** Work item **
Set down the records exactly as they stand, except for any pictures, which you should omit.

** Exercise data **
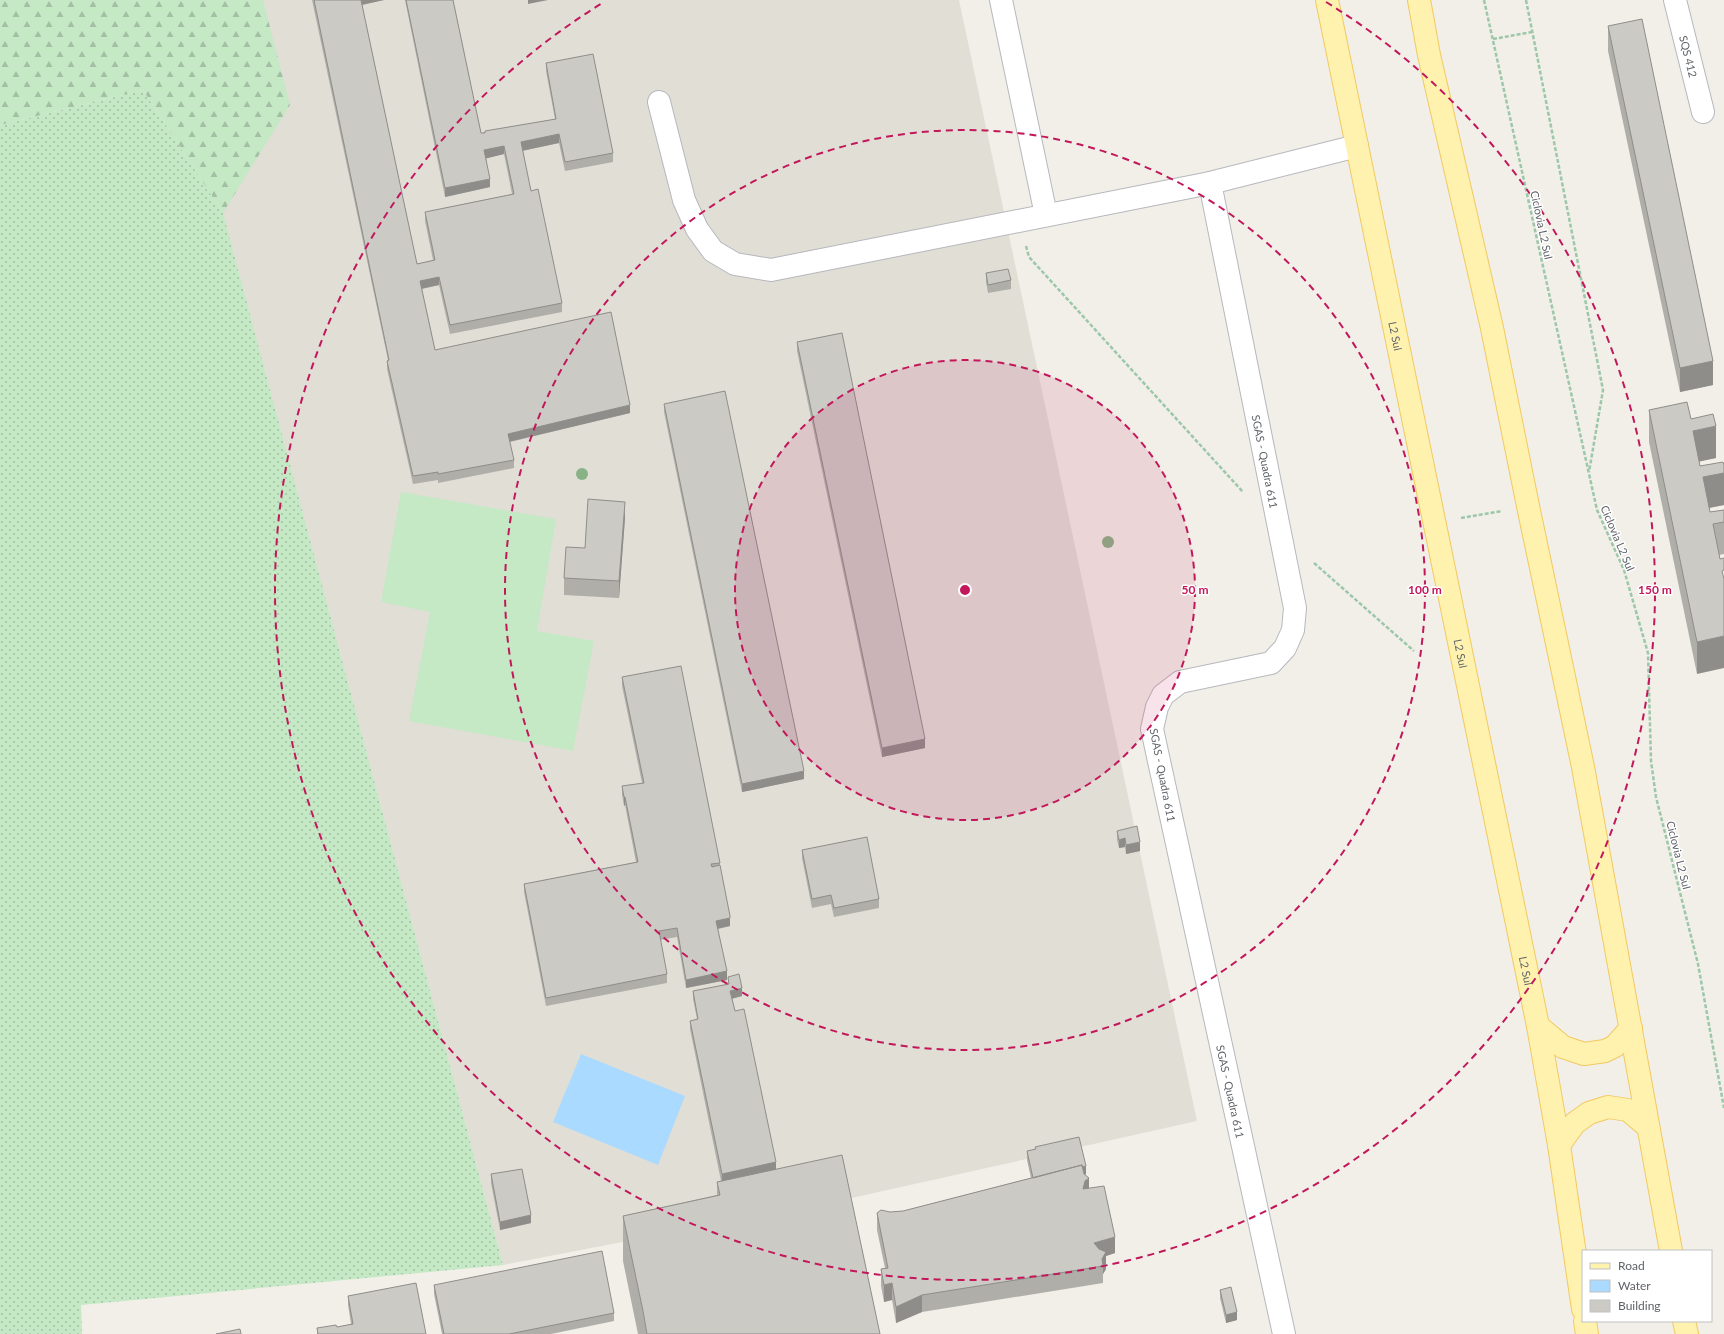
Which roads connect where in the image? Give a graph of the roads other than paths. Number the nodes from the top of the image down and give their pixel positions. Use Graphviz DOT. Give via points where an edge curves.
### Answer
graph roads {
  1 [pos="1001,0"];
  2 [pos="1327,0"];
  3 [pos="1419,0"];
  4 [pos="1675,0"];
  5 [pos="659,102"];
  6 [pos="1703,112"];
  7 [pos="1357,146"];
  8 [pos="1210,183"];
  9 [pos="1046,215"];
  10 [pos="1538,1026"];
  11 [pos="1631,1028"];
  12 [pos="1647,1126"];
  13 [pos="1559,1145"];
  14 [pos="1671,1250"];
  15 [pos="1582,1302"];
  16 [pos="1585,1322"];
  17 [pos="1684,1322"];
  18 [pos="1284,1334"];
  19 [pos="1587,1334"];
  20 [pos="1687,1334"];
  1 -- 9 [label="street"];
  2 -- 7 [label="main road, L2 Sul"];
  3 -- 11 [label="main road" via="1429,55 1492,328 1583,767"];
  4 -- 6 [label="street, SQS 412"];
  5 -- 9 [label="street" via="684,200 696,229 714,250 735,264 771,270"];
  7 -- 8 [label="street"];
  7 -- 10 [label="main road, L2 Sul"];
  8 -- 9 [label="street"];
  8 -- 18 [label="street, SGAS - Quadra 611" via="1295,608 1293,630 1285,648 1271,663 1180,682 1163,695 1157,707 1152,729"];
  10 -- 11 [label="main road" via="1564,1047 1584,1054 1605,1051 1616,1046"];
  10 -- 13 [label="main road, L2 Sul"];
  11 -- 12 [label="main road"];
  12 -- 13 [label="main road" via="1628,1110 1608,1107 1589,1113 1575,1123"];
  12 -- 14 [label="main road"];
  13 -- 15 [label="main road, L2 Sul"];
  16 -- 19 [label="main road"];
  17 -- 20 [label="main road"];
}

** Response **
Which roads connect where in the image? Give a graph of the roads other than paths. Number the nodes from the top of the image down and give their pixel positions. Use Graphviz DOT. Give via points where an edge curves.
### Answer
graph roads {
  1 [pos="1001,0"];
  2 [pos="1327,0"];
  3 [pos="1419,0"];
  4 [pos="1675,0"];
  5 [pos="659,102"];
  6 [pos="1703,112"];
  7 [pos="1357,146"];
  8 [pos="1210,183"];
  9 [pos="1046,215"];
  10 [pos="1538,1026"];
  11 [pos="1631,1028"];
  12 [pos="1647,1126"];
  13 [pos="1559,1145"];
  14 [pos="1671,1250"];
  15 [pos="1582,1302"];
  16 [pos="1585,1322"];
  17 [pos="1684,1322"];
  18 [pos="1284,1334"];
  19 [pos="1587,1334"];
  20 [pos="1687,1334"];
  1 -- 9 [label="street"];
  2 -- 7 [label="main road, L2 Sul"];
  3 -- 11 [label="main road" via="1429,55 1492,328 1583,767"];
  4 -- 6 [label="street, SQS 412"];
  5 -- 9 [label="street" via="684,200 696,229 714,250 735,264 771,270"];
  7 -- 8 [label="street"];
  7 -- 10 [label="main road, L2 Sul"];
  8 -- 9 [label="street"];
  8 -- 18 [label="street, SGAS - Quadra 611" via="1295,608 1293,630 1285,648 1271,663 1180,682 1163,695 1157,707 1152,729"];
  10 -- 11 [label="main road" via="1564,1047 1584,1054 1605,1051 1616,1046"];
  10 -- 13 [label="main road, L2 Sul"];
  11 -- 12 [label="main road"];
  12 -- 13 [label="main road" via="1628,1110 1608,1107 1589,1113 1575,1123"];
  12 -- 14 [label="main road"];
  13 -- 15 [label="main road, L2 Sul"];
  16 -- 19 [label="main road"];
  17 -- 20 [label="main road"];
}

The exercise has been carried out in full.